■ Aim of the exercise ■
Throughout the listing below, copy each line containing "graph".

■ Provided records ■
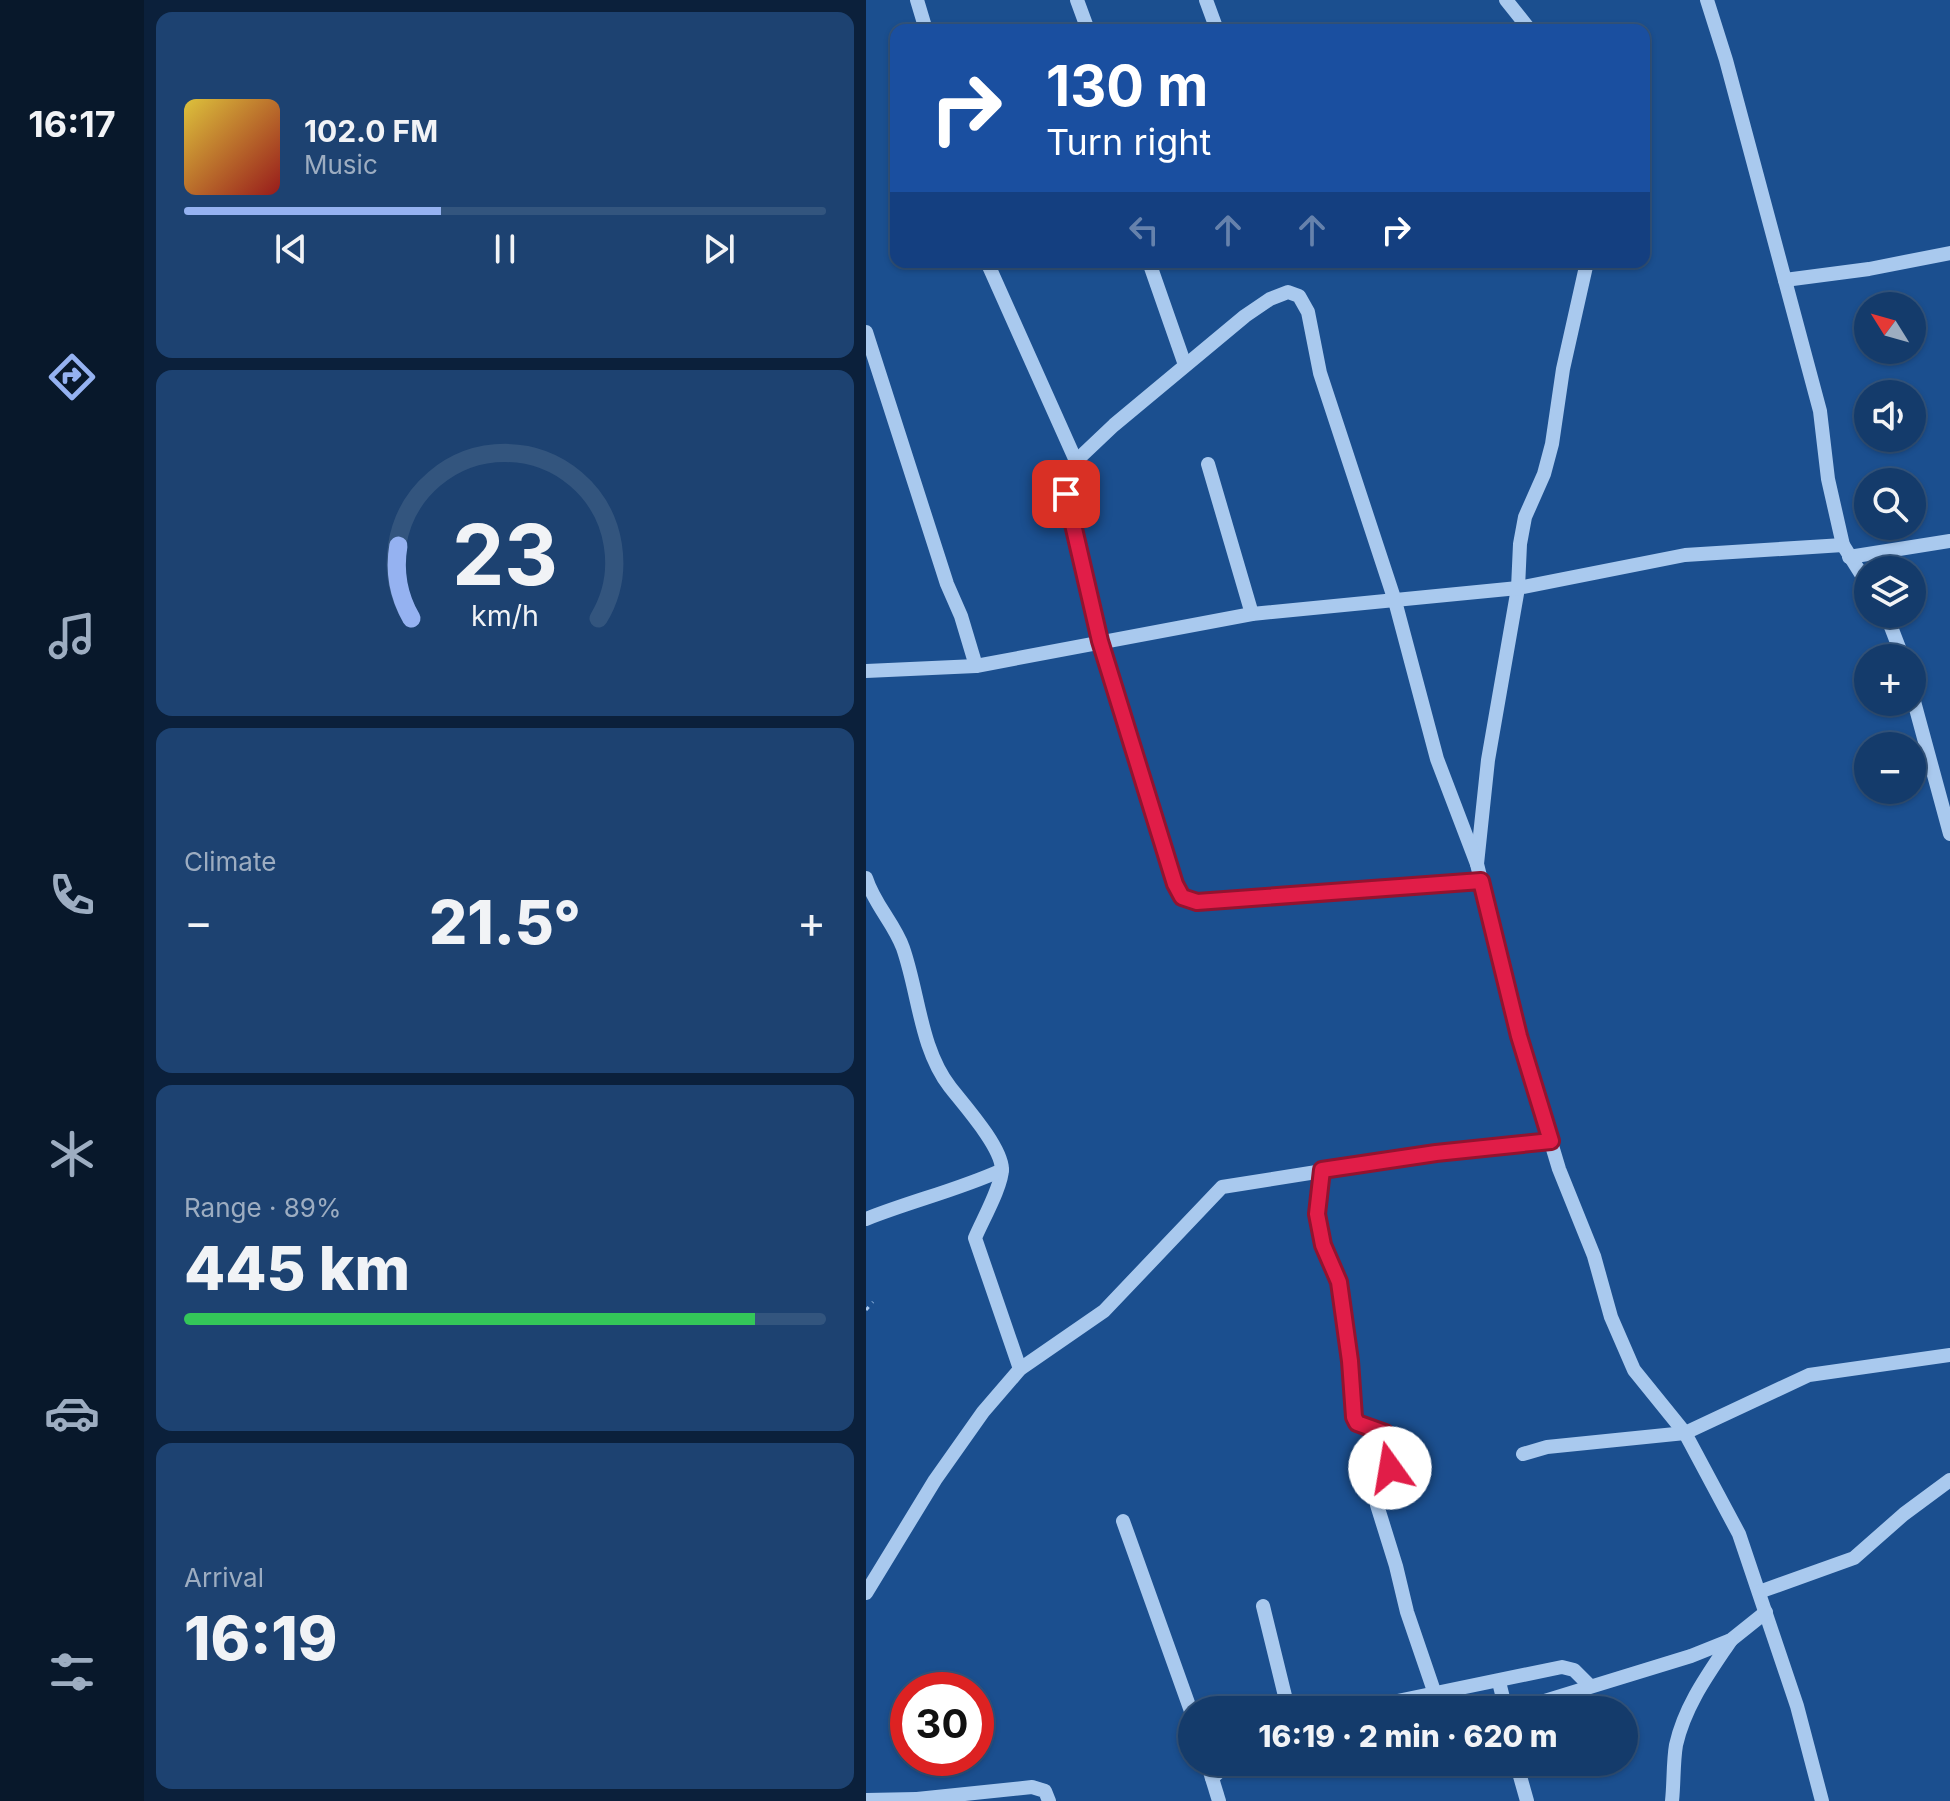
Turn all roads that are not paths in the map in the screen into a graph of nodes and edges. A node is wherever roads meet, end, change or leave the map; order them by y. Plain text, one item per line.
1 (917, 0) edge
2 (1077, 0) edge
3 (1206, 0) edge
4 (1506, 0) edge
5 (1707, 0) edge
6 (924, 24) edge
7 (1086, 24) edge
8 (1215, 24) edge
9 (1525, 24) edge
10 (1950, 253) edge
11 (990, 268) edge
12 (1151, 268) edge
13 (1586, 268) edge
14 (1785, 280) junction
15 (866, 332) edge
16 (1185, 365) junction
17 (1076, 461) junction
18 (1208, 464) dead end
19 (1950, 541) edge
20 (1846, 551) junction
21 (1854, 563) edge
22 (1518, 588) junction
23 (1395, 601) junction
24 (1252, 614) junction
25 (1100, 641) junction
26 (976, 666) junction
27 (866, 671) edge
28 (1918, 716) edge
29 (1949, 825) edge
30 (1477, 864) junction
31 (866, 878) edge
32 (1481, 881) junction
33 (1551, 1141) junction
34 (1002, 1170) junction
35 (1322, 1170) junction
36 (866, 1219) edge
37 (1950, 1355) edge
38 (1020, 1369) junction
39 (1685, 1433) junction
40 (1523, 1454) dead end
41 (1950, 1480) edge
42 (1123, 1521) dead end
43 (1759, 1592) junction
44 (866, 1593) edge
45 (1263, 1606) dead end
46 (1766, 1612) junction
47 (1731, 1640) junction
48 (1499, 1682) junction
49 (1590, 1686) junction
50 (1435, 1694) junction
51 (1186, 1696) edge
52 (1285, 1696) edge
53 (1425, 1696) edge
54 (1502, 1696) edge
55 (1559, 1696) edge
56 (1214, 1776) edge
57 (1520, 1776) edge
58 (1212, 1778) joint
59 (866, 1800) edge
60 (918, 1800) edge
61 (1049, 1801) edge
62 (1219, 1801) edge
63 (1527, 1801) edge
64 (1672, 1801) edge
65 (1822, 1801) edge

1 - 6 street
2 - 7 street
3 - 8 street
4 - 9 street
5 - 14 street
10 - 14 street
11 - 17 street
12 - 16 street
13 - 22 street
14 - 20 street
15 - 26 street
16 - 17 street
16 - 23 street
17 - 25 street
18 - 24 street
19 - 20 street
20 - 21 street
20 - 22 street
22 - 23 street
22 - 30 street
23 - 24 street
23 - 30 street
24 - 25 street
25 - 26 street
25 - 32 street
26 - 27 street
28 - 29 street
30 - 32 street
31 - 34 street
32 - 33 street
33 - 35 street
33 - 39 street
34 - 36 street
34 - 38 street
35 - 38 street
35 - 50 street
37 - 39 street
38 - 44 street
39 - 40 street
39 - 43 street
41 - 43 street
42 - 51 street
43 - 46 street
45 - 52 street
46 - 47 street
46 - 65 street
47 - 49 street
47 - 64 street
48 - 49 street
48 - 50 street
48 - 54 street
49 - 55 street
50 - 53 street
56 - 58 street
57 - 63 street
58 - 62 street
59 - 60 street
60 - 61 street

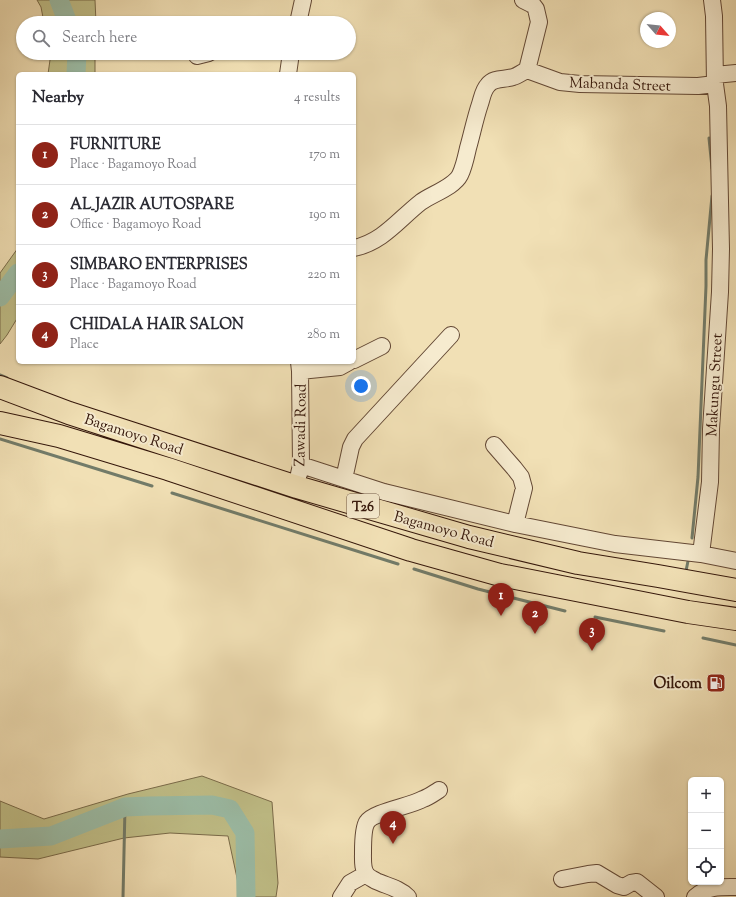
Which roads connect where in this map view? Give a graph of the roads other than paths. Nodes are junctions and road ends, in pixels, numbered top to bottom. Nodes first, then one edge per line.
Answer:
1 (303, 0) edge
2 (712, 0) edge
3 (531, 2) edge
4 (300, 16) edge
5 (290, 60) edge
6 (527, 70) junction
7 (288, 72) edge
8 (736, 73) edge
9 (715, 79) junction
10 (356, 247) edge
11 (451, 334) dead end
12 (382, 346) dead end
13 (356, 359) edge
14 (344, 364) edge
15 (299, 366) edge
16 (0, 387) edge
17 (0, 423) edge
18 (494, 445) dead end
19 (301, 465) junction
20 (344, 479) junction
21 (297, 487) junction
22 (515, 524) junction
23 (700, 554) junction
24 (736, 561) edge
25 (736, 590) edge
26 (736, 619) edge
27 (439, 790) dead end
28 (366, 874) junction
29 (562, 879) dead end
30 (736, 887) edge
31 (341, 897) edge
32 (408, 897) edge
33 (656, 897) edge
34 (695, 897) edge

■ Solution to this exercise ■
Turn all roads that are not paths in the map in the screen into a graph of nodes and edges. A node is wherever roads meet, end, change or leave the map; order them by y. Plain text, one item per line.
Which roads connect where in this map view? Give a graph of the roads other than paths. Nodes are junctions and road ends, in pixels, numbered top to bottom. Nodes first, then one edge per line.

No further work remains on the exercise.